Probolinggo, CMI News – Kabar duka menyelimuti keluarga besar Nahdlatul Ulama (NU) Jawa Timur. Ketua Pengurus Wilayah Nahdlatul Ulama (PWNU) Provinsi Jawa Timur, Taufik Hasyim (43), bersama istrinya, Amiratul Mawaddah (29), meninggal dunia dalam sebuah kecelakaan lalu lintas tragis di Tol Pasuruan-Probolinggo (Paspro) Km 835+600, tepatnya di Wonoasih, Kota Probolinggo. Insiden memilukan ini terjadi pada Sabtu dini hari, sekitar pukul 02.00 WIB.
Kecelakaan maut itu bermula ketika mobil Toyota Innova Zenix bernomor polisi N-1086-EL yang ditumpangi Taufik Hasyim dan keluarga melaju dari arah Pasuruan menuju Kabupaten Probolinggo. Pengemudi mobil, Moh Sholehoddin (26), diduga mengalami microsleep atau kondisi mengantuk berat, sehingga kendaraannya hilang kendali dan menabrak bagian belakang truk tronton Mitsubishi bernomor polisi DK-8348-CT yang dikemudikan oleh Siswoyo (25).
Akibat benturan keras tersebut, Taufik Hasyim, yang juga menjabat sebagai Ketua PCNU Pamekasan, dan istrinya, Amiratul Mawaddah, meninggal dunia di lokasi kejadian. Jenazah keduanya langsung dievakuasi.
Selain korban jiwa, kecelakaan ini juga menyebabkan beberapa penumpang lain mengalami luka-luka. Pengemudi Innova, Moh Sholehoddin, saat ini sedang menjalani perawatan intensif di RSUD Ar-Rozzy, Kota Probolinggo.
Sementara itu, tiga penumpang lain yang merupakan anak-anak, Moh Syakir (7), mengalami luka ringan, sedangkan Muhammad Ali (4) dan Siti Sulaiha (21) dilaporkan selamat dengan hanya mengalami luka ringan. Mereka juga saat ini sedang mendapatkan penanganan medis di RSUD Ar-Rozzy.
Dugaan awal kepolisian menyebutkan bahwa penyebab utama kecelakaan ini adalah microsleep yang dialami pengemudi Innova. Berdasarkan olah tempat kejadian perkara, posisi truk tronton berada di jalur lambat, dan mobil Innova menabraknya dari belakang.
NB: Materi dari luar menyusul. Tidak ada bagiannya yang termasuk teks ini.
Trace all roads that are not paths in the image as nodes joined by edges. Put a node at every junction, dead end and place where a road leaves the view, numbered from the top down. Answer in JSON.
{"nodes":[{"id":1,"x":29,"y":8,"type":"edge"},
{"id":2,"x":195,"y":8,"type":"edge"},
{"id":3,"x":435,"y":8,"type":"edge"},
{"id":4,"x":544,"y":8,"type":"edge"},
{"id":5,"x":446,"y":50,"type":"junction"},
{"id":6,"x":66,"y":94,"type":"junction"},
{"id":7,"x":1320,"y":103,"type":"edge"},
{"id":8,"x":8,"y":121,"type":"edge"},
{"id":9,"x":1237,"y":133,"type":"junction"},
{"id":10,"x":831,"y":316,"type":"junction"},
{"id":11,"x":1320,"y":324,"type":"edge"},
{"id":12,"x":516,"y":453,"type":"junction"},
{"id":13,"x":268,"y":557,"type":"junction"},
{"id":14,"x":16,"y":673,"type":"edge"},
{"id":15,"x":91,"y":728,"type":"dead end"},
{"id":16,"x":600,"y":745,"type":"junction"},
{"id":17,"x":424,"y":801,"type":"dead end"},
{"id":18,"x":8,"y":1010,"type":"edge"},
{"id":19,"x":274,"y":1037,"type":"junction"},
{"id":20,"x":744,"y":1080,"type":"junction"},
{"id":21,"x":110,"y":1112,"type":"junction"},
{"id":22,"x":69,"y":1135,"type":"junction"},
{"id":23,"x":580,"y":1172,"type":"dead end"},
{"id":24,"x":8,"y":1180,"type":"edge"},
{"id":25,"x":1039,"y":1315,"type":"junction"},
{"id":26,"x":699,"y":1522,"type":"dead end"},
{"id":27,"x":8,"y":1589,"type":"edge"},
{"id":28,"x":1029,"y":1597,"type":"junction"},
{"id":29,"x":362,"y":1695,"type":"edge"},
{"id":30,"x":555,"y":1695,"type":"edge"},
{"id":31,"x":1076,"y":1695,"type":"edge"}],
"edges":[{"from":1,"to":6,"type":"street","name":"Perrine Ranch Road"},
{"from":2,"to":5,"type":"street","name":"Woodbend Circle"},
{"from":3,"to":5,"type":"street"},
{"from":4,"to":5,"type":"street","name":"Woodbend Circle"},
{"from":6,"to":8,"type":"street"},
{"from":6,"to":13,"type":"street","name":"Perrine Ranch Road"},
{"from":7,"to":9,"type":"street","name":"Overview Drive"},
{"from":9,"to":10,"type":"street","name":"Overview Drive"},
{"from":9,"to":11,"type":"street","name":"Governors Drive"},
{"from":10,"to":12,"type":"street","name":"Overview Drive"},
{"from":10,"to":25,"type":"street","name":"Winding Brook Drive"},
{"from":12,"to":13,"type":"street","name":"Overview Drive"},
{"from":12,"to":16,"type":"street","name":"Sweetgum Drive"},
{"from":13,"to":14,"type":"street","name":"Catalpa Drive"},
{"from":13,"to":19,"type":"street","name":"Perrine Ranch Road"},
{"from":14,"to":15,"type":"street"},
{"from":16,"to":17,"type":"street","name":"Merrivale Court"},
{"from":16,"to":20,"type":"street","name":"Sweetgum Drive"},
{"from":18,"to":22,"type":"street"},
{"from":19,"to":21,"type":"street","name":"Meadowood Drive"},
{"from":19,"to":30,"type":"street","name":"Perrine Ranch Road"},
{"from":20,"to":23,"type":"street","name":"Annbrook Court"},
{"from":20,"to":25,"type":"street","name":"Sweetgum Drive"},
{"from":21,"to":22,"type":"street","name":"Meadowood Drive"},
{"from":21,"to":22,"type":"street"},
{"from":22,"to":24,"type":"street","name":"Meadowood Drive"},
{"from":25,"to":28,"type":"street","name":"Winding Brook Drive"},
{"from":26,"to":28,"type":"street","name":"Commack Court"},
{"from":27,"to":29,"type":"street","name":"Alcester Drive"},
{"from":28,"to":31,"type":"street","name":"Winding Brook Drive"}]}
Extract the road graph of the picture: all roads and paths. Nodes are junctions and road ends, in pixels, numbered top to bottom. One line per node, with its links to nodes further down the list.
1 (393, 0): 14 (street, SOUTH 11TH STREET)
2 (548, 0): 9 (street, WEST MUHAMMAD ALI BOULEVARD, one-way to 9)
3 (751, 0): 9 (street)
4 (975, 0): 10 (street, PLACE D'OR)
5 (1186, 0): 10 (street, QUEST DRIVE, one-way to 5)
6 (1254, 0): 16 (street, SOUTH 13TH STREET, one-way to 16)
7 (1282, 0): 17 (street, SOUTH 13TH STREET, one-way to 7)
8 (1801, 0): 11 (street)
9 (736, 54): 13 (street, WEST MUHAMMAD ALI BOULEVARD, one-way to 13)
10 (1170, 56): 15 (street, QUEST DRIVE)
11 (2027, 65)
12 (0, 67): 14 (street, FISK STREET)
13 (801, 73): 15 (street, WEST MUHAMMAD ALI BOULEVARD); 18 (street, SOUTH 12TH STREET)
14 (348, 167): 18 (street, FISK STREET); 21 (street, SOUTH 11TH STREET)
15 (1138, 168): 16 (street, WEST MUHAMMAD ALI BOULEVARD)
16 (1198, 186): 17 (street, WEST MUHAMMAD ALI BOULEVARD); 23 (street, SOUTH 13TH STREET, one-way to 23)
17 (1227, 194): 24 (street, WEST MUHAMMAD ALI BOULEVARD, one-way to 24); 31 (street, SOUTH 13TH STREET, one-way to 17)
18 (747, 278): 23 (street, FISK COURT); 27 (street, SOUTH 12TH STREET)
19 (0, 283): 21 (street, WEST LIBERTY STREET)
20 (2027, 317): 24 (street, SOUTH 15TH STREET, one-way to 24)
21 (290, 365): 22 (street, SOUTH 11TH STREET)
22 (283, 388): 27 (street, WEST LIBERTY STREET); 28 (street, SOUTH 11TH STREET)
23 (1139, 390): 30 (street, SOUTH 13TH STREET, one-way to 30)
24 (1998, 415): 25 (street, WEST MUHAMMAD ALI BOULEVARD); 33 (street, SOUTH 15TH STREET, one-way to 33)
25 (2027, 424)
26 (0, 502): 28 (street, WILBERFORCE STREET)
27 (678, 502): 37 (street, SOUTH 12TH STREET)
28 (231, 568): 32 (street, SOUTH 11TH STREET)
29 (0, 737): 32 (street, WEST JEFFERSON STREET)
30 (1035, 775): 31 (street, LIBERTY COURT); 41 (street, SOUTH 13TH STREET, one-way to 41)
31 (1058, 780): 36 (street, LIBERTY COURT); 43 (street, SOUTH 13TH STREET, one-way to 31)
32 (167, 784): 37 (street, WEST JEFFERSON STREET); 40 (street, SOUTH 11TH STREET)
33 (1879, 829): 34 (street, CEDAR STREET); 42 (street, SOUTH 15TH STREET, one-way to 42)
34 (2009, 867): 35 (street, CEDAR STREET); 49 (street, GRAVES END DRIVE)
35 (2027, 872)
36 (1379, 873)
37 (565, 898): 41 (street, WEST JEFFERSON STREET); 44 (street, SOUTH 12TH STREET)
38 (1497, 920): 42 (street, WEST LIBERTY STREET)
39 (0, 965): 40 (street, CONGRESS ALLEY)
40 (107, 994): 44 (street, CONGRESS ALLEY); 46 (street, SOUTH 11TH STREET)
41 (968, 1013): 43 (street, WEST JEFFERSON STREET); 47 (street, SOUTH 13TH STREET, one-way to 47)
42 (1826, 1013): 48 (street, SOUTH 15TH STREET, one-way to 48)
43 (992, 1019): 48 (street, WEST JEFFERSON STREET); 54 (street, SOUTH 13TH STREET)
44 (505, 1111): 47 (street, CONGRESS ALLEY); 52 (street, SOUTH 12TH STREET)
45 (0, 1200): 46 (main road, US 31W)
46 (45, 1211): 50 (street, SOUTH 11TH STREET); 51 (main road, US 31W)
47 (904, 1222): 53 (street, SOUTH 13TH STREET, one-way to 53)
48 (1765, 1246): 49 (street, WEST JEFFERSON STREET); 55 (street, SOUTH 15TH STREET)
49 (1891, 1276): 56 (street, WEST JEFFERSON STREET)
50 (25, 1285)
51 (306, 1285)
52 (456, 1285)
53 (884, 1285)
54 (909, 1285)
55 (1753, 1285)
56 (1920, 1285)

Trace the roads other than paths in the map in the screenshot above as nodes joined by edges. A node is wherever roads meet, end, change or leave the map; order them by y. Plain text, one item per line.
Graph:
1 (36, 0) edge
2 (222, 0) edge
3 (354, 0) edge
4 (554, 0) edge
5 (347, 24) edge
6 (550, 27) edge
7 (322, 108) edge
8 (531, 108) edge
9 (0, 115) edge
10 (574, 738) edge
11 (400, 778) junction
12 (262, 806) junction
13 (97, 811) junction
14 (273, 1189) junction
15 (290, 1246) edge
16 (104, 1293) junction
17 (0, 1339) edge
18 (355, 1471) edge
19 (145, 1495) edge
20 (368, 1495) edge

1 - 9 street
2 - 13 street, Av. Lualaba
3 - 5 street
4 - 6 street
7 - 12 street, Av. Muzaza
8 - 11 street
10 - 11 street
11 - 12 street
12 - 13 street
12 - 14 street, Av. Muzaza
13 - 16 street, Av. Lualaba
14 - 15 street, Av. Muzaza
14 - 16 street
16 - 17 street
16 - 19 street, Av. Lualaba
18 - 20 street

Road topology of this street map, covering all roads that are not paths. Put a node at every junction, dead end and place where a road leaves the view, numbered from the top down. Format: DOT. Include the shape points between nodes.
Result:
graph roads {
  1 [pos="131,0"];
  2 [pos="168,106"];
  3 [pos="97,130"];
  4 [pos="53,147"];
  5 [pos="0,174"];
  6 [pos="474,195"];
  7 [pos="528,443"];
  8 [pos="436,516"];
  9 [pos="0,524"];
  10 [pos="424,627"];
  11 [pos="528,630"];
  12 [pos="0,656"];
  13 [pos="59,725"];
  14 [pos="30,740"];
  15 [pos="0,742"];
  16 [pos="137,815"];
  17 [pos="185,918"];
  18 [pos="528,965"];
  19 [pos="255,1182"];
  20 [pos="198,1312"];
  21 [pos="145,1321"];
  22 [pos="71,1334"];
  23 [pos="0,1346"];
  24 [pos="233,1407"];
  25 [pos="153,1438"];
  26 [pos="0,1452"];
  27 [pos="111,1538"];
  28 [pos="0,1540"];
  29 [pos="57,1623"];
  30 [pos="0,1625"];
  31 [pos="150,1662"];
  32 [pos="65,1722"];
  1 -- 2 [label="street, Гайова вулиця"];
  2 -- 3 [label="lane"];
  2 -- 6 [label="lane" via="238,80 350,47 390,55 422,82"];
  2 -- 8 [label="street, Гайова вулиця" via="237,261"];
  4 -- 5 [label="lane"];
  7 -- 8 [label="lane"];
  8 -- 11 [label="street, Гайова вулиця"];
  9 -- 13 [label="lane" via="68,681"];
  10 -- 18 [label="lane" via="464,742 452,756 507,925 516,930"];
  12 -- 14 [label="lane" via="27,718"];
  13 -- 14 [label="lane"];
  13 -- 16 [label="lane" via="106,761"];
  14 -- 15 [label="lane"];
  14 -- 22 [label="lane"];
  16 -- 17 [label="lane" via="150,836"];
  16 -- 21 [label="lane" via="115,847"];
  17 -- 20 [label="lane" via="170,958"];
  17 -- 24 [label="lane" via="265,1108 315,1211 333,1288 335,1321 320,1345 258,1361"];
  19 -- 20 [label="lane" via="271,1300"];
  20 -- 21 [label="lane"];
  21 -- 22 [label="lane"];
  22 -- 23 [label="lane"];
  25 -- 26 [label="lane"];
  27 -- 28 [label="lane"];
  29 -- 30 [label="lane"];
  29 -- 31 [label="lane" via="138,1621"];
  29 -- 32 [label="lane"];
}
Kecelakaan ini menjadi pengingat penting akan bahaya berkendara dalam kondisi lelah atau mengantuk, terutama di jalan tol yang memungkinkan kendaraan melaju dalam kecepatan tinggi.
Semoga almarhum Taufik Hasyim dan Amiratul Mawaddah mendapatkan tempat terbaik di sisi Tuhan Yang Maha Esa, dan keluarga yang ditinggalkan diberikan kekuatan serta ketabahan. Semoga korban luka-luka segera pulih dan dapat kembali beraktivitas.